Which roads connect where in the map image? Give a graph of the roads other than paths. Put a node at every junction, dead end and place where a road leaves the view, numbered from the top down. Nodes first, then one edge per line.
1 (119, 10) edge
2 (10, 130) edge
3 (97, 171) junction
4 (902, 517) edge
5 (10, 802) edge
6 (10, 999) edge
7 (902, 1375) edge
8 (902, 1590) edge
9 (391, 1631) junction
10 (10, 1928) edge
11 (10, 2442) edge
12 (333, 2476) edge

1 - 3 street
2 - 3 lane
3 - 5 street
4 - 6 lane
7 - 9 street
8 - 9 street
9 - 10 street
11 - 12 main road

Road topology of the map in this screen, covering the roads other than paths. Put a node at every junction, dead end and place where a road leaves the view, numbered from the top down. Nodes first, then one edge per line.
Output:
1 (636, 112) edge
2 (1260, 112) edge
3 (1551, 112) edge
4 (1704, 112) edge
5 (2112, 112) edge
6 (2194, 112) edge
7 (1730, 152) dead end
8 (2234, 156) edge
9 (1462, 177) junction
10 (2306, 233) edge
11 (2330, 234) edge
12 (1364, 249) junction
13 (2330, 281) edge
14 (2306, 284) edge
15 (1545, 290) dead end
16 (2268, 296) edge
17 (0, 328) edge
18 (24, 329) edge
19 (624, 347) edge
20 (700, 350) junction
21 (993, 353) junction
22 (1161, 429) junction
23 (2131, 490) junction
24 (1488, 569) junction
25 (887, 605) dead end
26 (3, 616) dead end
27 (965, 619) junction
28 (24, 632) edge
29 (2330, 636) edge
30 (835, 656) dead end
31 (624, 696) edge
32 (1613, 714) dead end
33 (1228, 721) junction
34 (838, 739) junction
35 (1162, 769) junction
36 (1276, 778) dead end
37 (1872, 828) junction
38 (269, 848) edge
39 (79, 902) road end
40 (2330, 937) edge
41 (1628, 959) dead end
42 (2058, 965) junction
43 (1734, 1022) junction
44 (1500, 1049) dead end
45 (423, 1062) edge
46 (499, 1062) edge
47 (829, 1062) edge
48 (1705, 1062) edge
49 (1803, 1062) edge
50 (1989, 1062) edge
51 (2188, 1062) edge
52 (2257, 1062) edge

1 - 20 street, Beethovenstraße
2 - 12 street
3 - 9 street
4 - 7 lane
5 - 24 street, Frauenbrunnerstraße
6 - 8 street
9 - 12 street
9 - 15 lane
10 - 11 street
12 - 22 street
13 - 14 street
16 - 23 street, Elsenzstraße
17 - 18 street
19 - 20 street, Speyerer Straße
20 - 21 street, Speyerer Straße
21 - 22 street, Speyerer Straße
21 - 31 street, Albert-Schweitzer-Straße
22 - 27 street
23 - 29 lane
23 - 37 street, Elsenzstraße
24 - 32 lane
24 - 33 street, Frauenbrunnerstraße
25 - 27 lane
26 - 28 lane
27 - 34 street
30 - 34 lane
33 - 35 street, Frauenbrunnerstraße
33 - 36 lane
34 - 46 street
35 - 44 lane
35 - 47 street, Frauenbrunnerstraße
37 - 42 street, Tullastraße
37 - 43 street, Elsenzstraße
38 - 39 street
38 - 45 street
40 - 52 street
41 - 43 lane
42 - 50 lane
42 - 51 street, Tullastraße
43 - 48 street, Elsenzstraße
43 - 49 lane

+---+

Required work: Lines with the word "dead" in the data need counting; report the count alone.

Task response: 11